### DATA TO USE
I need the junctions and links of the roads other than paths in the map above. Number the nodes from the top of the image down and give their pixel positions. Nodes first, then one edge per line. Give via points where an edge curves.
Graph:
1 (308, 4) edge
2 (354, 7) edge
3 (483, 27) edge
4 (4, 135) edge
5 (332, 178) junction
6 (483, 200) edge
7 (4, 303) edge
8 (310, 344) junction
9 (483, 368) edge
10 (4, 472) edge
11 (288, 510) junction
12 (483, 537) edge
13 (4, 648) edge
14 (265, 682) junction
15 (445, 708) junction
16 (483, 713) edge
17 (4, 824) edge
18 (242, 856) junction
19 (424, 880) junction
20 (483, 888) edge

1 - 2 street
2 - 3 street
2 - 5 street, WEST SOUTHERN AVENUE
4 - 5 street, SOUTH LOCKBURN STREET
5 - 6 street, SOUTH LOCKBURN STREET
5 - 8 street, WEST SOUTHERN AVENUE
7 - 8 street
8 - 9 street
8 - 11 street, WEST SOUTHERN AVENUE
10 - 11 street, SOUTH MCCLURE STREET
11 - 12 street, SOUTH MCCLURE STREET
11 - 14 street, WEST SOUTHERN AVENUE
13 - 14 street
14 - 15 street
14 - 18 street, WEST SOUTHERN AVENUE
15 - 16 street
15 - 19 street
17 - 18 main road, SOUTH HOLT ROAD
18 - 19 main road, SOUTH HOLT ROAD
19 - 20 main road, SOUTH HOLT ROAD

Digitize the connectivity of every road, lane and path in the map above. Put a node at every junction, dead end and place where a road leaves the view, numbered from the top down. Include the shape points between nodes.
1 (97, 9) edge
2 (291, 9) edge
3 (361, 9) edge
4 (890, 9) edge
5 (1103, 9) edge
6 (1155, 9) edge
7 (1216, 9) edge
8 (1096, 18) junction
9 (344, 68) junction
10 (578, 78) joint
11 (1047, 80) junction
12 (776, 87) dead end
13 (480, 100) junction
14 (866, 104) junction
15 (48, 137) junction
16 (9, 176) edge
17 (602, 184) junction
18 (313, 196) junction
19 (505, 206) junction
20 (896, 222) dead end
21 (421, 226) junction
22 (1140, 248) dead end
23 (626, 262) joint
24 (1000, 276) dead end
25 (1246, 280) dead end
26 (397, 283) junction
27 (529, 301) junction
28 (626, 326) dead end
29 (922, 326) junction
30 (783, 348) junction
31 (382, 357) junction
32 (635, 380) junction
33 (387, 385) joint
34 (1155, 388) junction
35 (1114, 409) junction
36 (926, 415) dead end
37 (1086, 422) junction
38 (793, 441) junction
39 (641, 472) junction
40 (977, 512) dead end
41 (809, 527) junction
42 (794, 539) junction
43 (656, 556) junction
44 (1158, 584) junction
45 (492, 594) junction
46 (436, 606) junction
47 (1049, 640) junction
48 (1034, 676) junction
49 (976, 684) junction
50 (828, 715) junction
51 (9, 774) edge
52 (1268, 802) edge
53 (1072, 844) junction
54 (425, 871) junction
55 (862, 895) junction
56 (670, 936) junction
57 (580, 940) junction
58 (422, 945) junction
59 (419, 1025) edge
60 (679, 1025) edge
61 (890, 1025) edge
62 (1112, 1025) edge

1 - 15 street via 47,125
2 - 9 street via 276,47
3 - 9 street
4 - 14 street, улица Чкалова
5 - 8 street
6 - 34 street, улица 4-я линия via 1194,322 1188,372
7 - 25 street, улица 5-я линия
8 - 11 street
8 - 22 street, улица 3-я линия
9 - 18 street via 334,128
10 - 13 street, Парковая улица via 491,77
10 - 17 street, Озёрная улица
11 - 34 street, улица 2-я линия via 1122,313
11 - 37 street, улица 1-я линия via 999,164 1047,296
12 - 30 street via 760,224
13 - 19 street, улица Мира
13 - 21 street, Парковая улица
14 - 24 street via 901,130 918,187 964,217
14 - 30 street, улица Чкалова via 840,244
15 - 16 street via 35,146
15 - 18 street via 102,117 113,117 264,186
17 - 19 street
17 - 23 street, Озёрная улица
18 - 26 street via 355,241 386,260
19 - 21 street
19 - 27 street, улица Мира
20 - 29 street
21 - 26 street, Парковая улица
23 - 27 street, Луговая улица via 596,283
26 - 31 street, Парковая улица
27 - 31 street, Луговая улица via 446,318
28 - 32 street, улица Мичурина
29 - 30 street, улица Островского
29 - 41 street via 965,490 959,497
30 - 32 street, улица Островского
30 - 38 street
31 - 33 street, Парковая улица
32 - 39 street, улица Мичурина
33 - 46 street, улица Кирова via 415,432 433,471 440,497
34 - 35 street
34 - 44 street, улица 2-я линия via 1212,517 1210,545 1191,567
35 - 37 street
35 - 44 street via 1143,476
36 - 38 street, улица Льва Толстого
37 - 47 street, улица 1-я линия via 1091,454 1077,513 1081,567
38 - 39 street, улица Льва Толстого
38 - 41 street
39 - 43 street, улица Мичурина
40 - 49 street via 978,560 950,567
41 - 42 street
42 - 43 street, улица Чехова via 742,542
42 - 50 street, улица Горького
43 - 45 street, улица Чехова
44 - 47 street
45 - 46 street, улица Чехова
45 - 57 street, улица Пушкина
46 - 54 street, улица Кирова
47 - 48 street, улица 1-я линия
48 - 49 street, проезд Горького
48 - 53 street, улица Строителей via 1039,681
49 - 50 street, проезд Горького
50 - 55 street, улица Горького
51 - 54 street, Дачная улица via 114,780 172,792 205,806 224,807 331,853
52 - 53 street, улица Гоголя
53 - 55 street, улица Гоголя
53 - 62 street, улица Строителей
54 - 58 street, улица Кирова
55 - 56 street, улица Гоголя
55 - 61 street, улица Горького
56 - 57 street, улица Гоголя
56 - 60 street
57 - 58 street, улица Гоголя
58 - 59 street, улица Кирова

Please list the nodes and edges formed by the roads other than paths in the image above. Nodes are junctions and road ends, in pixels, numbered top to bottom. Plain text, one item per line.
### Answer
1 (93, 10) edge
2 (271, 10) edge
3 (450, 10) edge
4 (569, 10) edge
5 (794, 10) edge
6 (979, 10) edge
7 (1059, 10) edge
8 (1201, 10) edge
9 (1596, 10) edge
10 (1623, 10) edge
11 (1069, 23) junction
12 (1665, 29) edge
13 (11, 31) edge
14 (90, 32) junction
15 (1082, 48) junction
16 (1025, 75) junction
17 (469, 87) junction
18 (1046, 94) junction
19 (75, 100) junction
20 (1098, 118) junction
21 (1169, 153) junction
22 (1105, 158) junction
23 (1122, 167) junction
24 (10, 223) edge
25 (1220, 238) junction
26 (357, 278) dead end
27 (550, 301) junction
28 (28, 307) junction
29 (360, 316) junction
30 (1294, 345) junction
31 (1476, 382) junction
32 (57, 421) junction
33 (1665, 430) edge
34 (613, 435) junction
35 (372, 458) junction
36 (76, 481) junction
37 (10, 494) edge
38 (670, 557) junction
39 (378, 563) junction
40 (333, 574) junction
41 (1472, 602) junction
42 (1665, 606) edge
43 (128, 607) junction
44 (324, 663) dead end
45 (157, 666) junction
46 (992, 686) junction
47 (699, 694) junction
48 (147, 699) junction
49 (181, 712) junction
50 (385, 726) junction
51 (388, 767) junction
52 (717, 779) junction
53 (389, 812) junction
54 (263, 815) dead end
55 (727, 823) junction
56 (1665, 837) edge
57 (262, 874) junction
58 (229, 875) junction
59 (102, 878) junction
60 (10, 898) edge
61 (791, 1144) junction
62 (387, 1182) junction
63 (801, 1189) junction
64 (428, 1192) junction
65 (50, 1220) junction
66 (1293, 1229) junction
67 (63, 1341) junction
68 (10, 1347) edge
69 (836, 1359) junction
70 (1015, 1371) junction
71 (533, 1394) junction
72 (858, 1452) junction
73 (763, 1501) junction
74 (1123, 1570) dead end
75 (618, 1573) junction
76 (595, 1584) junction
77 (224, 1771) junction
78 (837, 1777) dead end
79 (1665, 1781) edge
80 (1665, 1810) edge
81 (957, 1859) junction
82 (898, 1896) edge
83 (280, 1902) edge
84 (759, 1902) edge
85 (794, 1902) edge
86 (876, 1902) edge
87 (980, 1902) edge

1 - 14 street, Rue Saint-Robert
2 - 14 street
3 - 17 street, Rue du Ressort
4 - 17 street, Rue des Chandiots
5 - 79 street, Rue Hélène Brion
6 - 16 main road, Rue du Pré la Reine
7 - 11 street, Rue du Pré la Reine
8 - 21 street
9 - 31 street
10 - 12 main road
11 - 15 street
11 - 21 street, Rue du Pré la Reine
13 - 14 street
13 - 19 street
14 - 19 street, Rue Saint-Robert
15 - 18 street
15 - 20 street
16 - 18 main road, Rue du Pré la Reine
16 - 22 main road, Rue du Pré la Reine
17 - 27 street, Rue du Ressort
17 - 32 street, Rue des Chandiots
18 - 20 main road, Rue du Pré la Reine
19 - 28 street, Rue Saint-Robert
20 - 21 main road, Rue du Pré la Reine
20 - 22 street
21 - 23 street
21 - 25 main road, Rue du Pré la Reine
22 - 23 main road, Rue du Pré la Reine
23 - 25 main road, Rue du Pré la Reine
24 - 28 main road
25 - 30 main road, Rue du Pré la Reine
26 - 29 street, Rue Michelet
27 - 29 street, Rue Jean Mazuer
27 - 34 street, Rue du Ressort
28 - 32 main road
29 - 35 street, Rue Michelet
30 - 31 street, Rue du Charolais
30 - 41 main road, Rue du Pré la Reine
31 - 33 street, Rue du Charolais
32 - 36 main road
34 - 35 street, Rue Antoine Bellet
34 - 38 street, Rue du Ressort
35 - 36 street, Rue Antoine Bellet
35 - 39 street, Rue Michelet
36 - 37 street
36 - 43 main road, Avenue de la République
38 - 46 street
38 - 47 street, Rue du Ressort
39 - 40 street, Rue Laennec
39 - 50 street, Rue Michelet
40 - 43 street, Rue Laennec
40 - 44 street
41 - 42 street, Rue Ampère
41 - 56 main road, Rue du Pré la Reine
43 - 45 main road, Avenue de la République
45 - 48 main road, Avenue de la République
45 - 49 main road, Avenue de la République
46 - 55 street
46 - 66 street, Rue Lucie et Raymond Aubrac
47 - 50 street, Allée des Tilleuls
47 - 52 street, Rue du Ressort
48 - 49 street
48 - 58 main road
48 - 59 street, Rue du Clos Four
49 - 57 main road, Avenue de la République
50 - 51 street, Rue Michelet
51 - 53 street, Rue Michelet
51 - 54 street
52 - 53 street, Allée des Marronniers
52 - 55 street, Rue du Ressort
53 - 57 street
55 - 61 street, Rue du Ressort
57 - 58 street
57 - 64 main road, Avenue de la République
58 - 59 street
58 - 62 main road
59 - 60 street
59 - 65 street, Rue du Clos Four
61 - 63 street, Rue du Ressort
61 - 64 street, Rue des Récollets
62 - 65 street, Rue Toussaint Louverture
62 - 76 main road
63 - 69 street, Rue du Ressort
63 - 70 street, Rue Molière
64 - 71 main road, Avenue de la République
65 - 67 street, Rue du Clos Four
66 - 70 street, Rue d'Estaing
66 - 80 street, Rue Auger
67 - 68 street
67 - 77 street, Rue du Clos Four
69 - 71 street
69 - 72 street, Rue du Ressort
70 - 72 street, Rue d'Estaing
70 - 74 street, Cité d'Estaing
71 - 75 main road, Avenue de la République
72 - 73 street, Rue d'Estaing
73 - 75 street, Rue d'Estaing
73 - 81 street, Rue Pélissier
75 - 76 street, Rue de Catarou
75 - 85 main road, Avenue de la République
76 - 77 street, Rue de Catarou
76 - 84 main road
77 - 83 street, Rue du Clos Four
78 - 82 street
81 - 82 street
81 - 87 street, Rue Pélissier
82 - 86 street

### EXERCISE DETAILS
What is the number of lines in this listing that contain the word "République"? Answer with that number and nothing else.

### OUTPUT OF THE TASK
9